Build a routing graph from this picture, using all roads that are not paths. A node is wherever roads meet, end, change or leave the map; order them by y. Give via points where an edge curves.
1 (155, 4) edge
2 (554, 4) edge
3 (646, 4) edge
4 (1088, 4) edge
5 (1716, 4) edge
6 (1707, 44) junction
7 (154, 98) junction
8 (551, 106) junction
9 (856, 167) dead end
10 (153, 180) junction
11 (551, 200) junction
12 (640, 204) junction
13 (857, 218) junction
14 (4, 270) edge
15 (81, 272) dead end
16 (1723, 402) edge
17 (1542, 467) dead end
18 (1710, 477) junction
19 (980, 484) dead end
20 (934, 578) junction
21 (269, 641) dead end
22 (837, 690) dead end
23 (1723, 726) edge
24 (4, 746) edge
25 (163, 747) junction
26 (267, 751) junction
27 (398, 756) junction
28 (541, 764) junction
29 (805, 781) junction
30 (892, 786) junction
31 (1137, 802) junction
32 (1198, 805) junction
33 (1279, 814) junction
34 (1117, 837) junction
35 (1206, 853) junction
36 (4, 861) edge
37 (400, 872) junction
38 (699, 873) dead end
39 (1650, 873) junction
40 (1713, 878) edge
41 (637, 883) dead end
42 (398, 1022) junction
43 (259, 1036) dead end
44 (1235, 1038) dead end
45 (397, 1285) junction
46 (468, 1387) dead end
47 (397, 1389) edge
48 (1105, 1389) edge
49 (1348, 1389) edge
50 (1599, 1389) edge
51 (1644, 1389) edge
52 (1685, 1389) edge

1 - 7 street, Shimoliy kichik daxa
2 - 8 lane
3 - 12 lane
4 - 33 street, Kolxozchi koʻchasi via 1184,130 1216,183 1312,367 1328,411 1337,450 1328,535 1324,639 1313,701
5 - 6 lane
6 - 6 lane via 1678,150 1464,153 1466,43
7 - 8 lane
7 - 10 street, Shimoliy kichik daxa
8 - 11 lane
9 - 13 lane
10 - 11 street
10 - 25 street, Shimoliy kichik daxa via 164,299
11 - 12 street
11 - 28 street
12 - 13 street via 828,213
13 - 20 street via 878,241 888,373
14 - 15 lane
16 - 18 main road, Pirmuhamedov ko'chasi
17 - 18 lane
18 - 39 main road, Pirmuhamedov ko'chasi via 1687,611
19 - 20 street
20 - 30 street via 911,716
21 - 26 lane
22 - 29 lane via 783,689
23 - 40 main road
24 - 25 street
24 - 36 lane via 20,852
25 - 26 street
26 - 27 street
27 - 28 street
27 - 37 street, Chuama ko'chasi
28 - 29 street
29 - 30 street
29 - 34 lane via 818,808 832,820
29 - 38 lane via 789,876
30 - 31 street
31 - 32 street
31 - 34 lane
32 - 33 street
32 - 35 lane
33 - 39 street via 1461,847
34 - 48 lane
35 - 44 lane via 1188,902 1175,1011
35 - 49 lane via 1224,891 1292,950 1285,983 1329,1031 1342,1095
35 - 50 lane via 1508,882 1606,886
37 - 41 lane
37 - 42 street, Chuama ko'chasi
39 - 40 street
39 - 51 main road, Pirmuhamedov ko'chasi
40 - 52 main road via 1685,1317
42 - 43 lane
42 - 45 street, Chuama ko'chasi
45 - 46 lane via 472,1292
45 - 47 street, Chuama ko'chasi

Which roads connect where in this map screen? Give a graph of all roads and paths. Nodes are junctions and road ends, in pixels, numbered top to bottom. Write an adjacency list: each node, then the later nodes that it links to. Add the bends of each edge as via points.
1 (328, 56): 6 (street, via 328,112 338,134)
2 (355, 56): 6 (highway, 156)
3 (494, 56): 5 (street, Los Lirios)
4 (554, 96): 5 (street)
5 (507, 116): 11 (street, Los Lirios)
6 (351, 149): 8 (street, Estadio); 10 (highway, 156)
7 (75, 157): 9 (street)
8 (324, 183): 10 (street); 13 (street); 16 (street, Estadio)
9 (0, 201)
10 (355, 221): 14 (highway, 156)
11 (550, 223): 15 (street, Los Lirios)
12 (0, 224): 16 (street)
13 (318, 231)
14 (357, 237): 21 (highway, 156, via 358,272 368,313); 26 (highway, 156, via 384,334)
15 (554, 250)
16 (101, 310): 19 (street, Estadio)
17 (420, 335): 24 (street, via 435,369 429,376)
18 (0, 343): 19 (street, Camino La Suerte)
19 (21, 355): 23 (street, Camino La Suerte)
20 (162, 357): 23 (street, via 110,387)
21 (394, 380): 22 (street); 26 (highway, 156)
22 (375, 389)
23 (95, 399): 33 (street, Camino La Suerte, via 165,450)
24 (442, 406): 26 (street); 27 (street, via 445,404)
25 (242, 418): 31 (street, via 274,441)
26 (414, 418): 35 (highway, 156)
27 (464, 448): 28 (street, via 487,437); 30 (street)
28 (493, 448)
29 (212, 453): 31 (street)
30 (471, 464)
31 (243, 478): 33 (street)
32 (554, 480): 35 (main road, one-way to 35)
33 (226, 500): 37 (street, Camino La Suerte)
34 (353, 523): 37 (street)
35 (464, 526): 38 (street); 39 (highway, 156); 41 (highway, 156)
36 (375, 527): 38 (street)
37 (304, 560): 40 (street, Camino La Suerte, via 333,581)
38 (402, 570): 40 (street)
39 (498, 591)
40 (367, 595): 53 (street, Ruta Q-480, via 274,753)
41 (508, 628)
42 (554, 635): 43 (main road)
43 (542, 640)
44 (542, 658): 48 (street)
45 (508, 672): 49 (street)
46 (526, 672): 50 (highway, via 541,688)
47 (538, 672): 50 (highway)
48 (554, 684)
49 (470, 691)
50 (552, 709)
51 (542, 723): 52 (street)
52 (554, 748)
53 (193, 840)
---
Instructions to follow:
Write out the records once more, precisely as they stand.

The answer:
Build a routing graph from this picture, using all roads that are not paths. A node is wherever roads meet, end, change or leave the map; order them by y. Give via points where an edge curves.
1 (155, 4) edge
2 (554, 4) edge
3 (646, 4) edge
4 (1088, 4) edge
5 (1716, 4) edge
6 (1707, 44) junction
7 (154, 98) junction
8 (551, 106) junction
9 (856, 167) dead end
10 (153, 180) junction
11 (551, 200) junction
12 (640, 204) junction
13 (857, 218) junction
14 (4, 270) edge
15 (81, 272) dead end
16 (1723, 402) edge
17 (1542, 467) dead end
18 (1710, 477) junction
19 (980, 484) dead end
20 (934, 578) junction
21 (269, 641) dead end
22 (837, 690) dead end
23 (1723, 726) edge
24 (4, 746) edge
25 (163, 747) junction
26 (267, 751) junction
27 (398, 756) junction
28 (541, 764) junction
29 (805, 781) junction
30 (892, 786) junction
31 (1137, 802) junction
32 (1198, 805) junction
33 (1279, 814) junction
34 (1117, 837) junction
35 (1206, 853) junction
36 (4, 861) edge
37 (400, 872) junction
38 (699, 873) dead end
39 (1650, 873) junction
40 (1713, 878) edge
41 (637, 883) dead end
42 (398, 1022) junction
43 (259, 1036) dead end
44 (1235, 1038) dead end
45 (397, 1285) junction
46 (468, 1387) dead end
47 (397, 1389) edge
48 (1105, 1389) edge
49 (1348, 1389) edge
50 (1599, 1389) edge
51 (1644, 1389) edge
52 (1685, 1389) edge

1 - 7 street, Shimoliy kichik daxa
2 - 8 lane
3 - 12 lane
4 - 33 street, Kolxozchi koʻchasi via 1184,130 1216,183 1312,367 1328,411 1337,450 1328,535 1324,639 1313,701
5 - 6 lane
6 - 6 lane via 1678,150 1464,153 1466,43
7 - 8 lane
7 - 10 street, Shimoliy kichik daxa
8 - 11 lane
9 - 13 lane
10 - 11 street
10 - 25 street, Shimoliy kichik daxa via 164,299
11 - 12 street
11 - 28 street
12 - 13 street via 828,213
13 - 20 street via 878,241 888,373
14 - 15 lane
16 - 18 main road, Pirmuhamedov ko'chasi
17 - 18 lane
18 - 39 main road, Pirmuhamedov ko'chasi via 1687,611
19 - 20 street
20 - 30 street via 911,716
21 - 26 lane
22 - 29 lane via 783,689
23 - 40 main road
24 - 25 street
24 - 36 lane via 20,852
25 - 26 street
26 - 27 street
27 - 28 street
27 - 37 street, Chuama ko'chasi
28 - 29 street
29 - 30 street
29 - 34 lane via 818,808 832,820
29 - 38 lane via 789,876
30 - 31 street
31 - 32 street
31 - 34 lane
32 - 33 street
32 - 35 lane
33 - 39 street via 1461,847
34 - 48 lane
35 - 44 lane via 1188,902 1175,1011
35 - 49 lane via 1224,891 1292,950 1285,983 1329,1031 1342,1095
35 - 50 lane via 1508,882 1606,886
37 - 41 lane
37 - 42 street, Chuama ko'chasi
39 - 40 street
39 - 51 main road, Pirmuhamedov ko'chasi
40 - 52 main road via 1685,1317
42 - 43 lane
42 - 45 street, Chuama ko'chasi
45 - 46 lane via 472,1292
45 - 47 street, Chuama ko'chasi

Which roads connect where in this map screen? Give a graph of all roads and paths. Nodes are junctions and road ends, in pixels, numbered top to bottom. Write an adjacency list: each node, then the later nodes that it links to. Add the bends of each edge as via points.
1 (328, 56): 6 (street, via 328,112 338,134)
2 (355, 56): 6 (highway, 156)
3 (494, 56): 5 (street, Los Lirios)
4 (554, 96): 5 (street)
5 (507, 116): 11 (street, Los Lirios)
6 (351, 149): 8 (street, Estadio); 10 (highway, 156)
7 (75, 157): 9 (street)
8 (324, 183): 10 (street); 13 (street); 16 (street, Estadio)
9 (0, 201)
10 (355, 221): 14 (highway, 156)
11 (550, 223): 15 (street, Los Lirios)
12 (0, 224): 16 (street)
13 (318, 231)
14 (357, 237): 21 (highway, 156, via 358,272 368,313); 26 (highway, 156, via 384,334)
15 (554, 250)
16 (101, 310): 19 (street, Estadio)
17 (420, 335): 24 (street, via 435,369 429,376)
18 (0, 343): 19 (street, Camino La Suerte)
19 (21, 355): 23 (street, Camino La Suerte)
20 (162, 357): 23 (street, via 110,387)
21 (394, 380): 22 (street); 26 (highway, 156)
22 (375, 389)
23 (95, 399): 33 (street, Camino La Suerte, via 165,450)
24 (442, 406): 26 (street); 27 (street, via 445,404)
25 (242, 418): 31 (street, via 274,441)
26 (414, 418): 35 (highway, 156)
27 (464, 448): 28 (street, via 487,437); 30 (street)
28 (493, 448)
29 (212, 453): 31 (street)
30 (471, 464)
31 (243, 478): 33 (street)
32 (554, 480): 35 (main road, one-way to 35)
33 (226, 500): 37 (street, Camino La Suerte)
34 (353, 523): 37 (street)
35 (464, 526): 38 (street); 39 (highway, 156); 41 (highway, 156)
36 (375, 527): 38 (street)
37 (304, 560): 40 (street, Camino La Suerte, via 333,581)
38 (402, 570): 40 (street)
39 (498, 591)
40 (367, 595): 53 (street, Ruta Q-480, via 274,753)
41 (508, 628)
42 (554, 635): 43 (main road)
43 (542, 640)
44 (542, 658): 48 (street)
45 (508, 672): 49 (street)
46 (526, 672): 50 (highway, via 541,688)
47 (538, 672): 50 (highway)
48 (554, 684)
49 (470, 691)
50 (552, 709)
51 (542, 723): 52 (street)
52 (554, 748)
53 (193, 840)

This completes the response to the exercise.